Zu der DB: Wenn ich die  Datenbank Zugangsdaten in Java schreibe dann kann die jeder ansehen da die JDatei Lokal abgespeichert wird. Bei PHP ist es nicht der Fall da dies nur Serverseitig ausgeführt wird.


----------



## Wildcard (22. Mrz 2007)

Ich blicks nicht. Wie willst du denn eine Homepage gegen eine Applikation bzw. Applet austauschen?
Was eine Applikation ist sollte dir bekannt sein (Word, Firefox,...). Ein Applet ist Java Programm das vom Browser gestartet wird.


----------



## d3rbastl3r (22. Mrz 2007)

OK, dann ist es wohl ein Applet was ich machen wollte ^^

Naja, austauschen will ich es nicht ganz, aber ein Applet wird vom Browser aufgeruffen. In diesen lassen sich Buttons einsetzen die alle einen Icon bekommen und eine Navigation durch die Seite ermöglichen. Bilder lassen sich auch Laden die dann für das Design verwendet werden. Das ganze soll so aussehen wie in Flash nur halt mit JApplet.


----------



## Wildcard (22. Mrz 2007)

Die Idee hört sich für mich zwar nicht so prikelnd an, aber ist ja nicht mein Bier.
F1: Der User hat eventuell kein Java
F2: ein Applet kann eine Verbindung zum Server aufnehmen.
F3: Hängt davon ab was du vorhast.
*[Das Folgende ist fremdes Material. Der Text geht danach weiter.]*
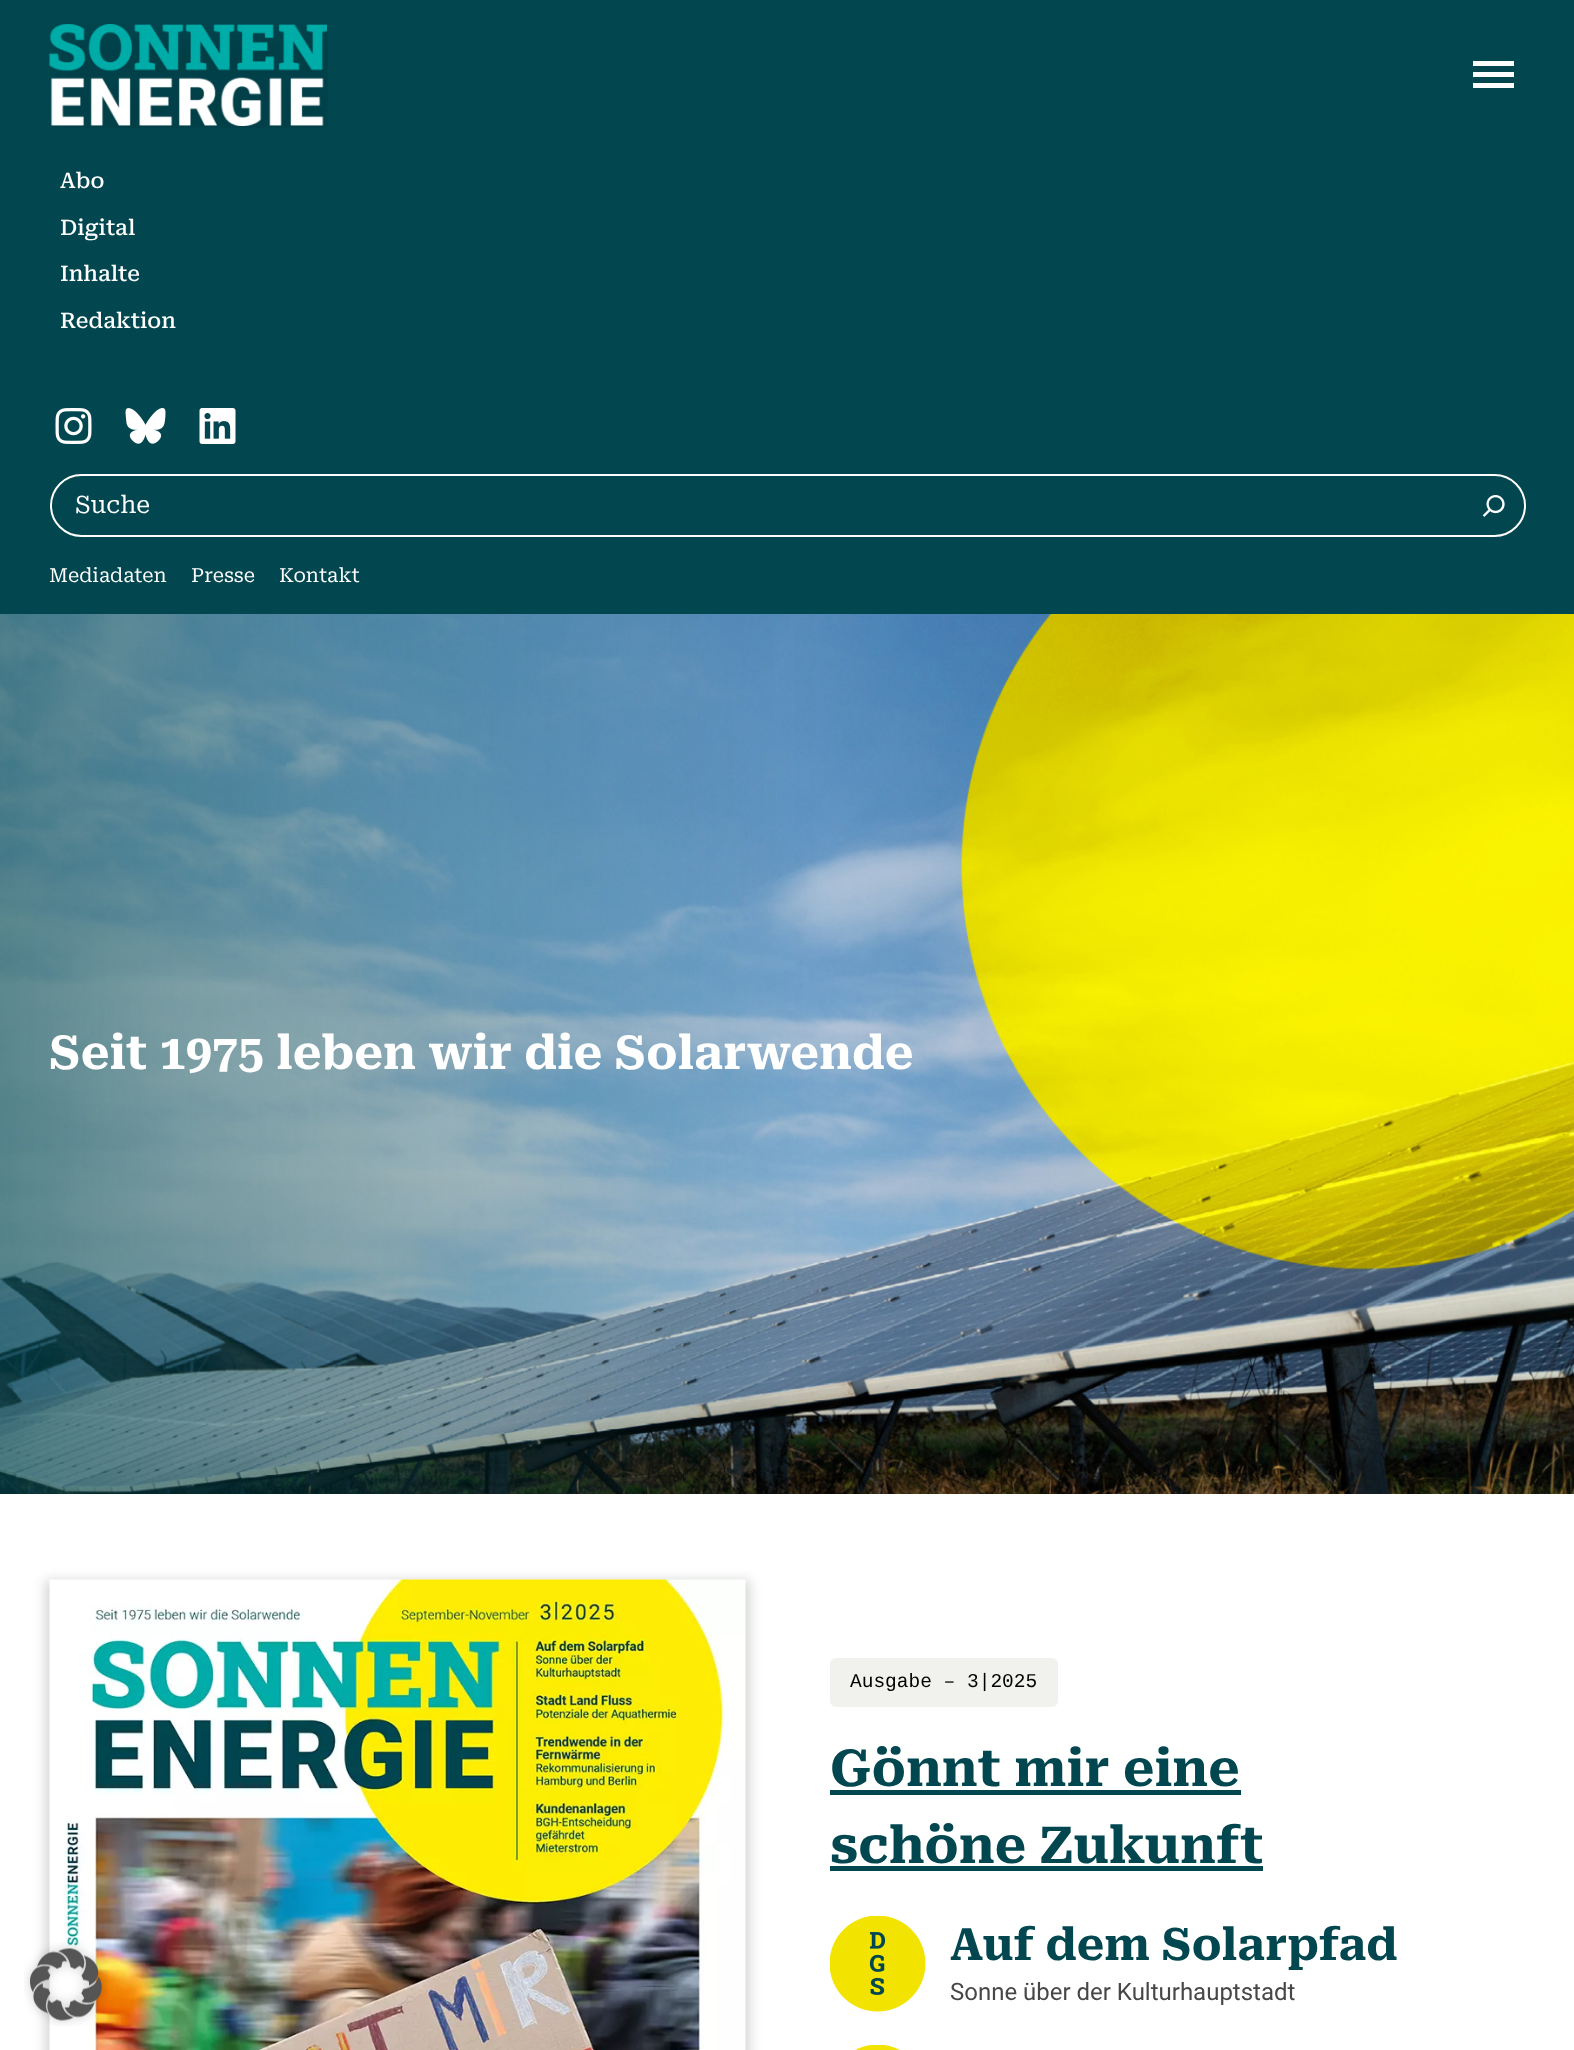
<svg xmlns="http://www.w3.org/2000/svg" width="1574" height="2050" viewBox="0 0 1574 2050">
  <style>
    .t1 { font: 500 21.5px Roboto Serif; fill: #fff; }
    .t2 { font: 24px Roboto Serif; fill: #fff; }
    .t3 { font: 19.5px Roboto Serif; fill: #fff; }
    .t4 { font: bold 46.75px Roboto Serif; fill: #fff; }
    .t5 { font: 19.5px Liberation Mono; fill: #000; }
    .t6 { font: bold 51px Roboto Serif; fill: #024750; }
    .t7 { font: bold 44.6px Roboto Serif; fill: #024750; }
    .t8 { font: 24px Roboto; fill: #474747; }
  </style>
  <rect width="100%" height="100%" fill="#fff"/>
  <rect x="0" y="0" width="1574" height="614" fill="#024750"/>
  <image x="49" y="24" width="279" height="104" href="images/1.png"/>
  <path d="M1473 88V83H1514V88ZM1473 77V72H1514V77ZM1473 66V61H1514V66Z" fill="#fff"/>
  <text x="60" y="188" class="t1">Abo</text>
  <text x="60" y="235" class="t1">Digital</text>
  <text x="60" y="281" class="t1">Inhalte</text>
  <text x="60" y="328" class="t1">Redaktion</text>
  <image x="55" y="408" width="37" height="36" href="images/2.png"/>
  <image x="125" y="408" width="41" height="36" href="images/3.png"/>
  <image x="199" y="408" width="37" height="36" href="images/4.png"/>
  <rect x="51" y="475" width="1474" height="61" rx="30.5" fill="none" stroke="#fff" stroke-width="2"/>
  <text x="75" y="513" class="t2">Suche</text>
  <image x="1482" y="495" width="23" height="22" href="images/5.png"/>
  <text x="49" y="582" class="t3">Mediadaten</text>
  <text x="191" y="582" class="t3">Presse</text>
  <text x="279" y="582" class="t3">Kontakt</text>
  <image x="0" y="614" width="1574" height="880" href="images/6.png"/>
  <text x="49" y="1069" class="t4">Seit 1975 leben wir die Solarwende</text>
  <rect x="45" y="1580" width="705" height="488" fill="#00000029" filter="blur(6px)"/>
  <image x="49" y="1579" width="697" height="471" href="images/7.png"/>
  <rect x="830" y="1658" width="228" height="49" rx="6" fill="#f1f2ed"/>
  <text x="850" y="1687" class="t5">Ausgabe – 3|2025</text>
  <text x="830" y="1786" class="t6">Gönnt mir eine</text>
  <rect x="830" y="1790" width="411" height="5" fill="#024750"/>
  <text x="830" y="1863" class="t6">schöne Zukunft</text>
  <rect x="830" y="1866" width="433" height="5" fill="#024750"/>
  <image x="830" y="1916" width="96" height="96" href="images/8.png"/>
  <text x="950" y="1960" class="t7">Auf dem Solarpfad</text>
  <text x="950" y="2000" class="t8">Sonne über der Kulturhauptstadt</text>
  <image x="855" y="2045" width="45" height="5" href="images/9.png"/>
  <image x="24" y="1942" width="84" height="84" href="images/10.png"/>
</svg>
Für das Applet ist es egal was da auf dem Server läuft.


----------



## Leroy42 (22. Mrz 2007)

Das hat mit Applets rein gar nichts zu tun.

Was du brauchst sind Servlets (JSPs) die auf dem Server
die bisherigen PHP-Anweisungen ersetzen.


----------



## Wildcard (22. Mrz 2007)

Leroy42 hat gesagt.:
			
		

> Das hat mit Applets rein gar nichts zu tun.
> 
> Was du brauchst sind Servlets (JSPs) die auf dem Server
> die bisherigen PHP-Anweisungen ersetzen.


Dachte ich ja eigentlich auch, aber er will ja was Flashartiges für die Navigation und das wäre dann schon ein Applet


----------



## d3rbastl3r (22. Mrz 2007)

OK, Danke erstmal  werde mich mal über Applets informieren.


----------



## d3rbastl3r (22. Mrz 2007)

So, habe nun was versucht was aber irgendwie nicht unbedingt klappt, weis ich auch nicht wieso.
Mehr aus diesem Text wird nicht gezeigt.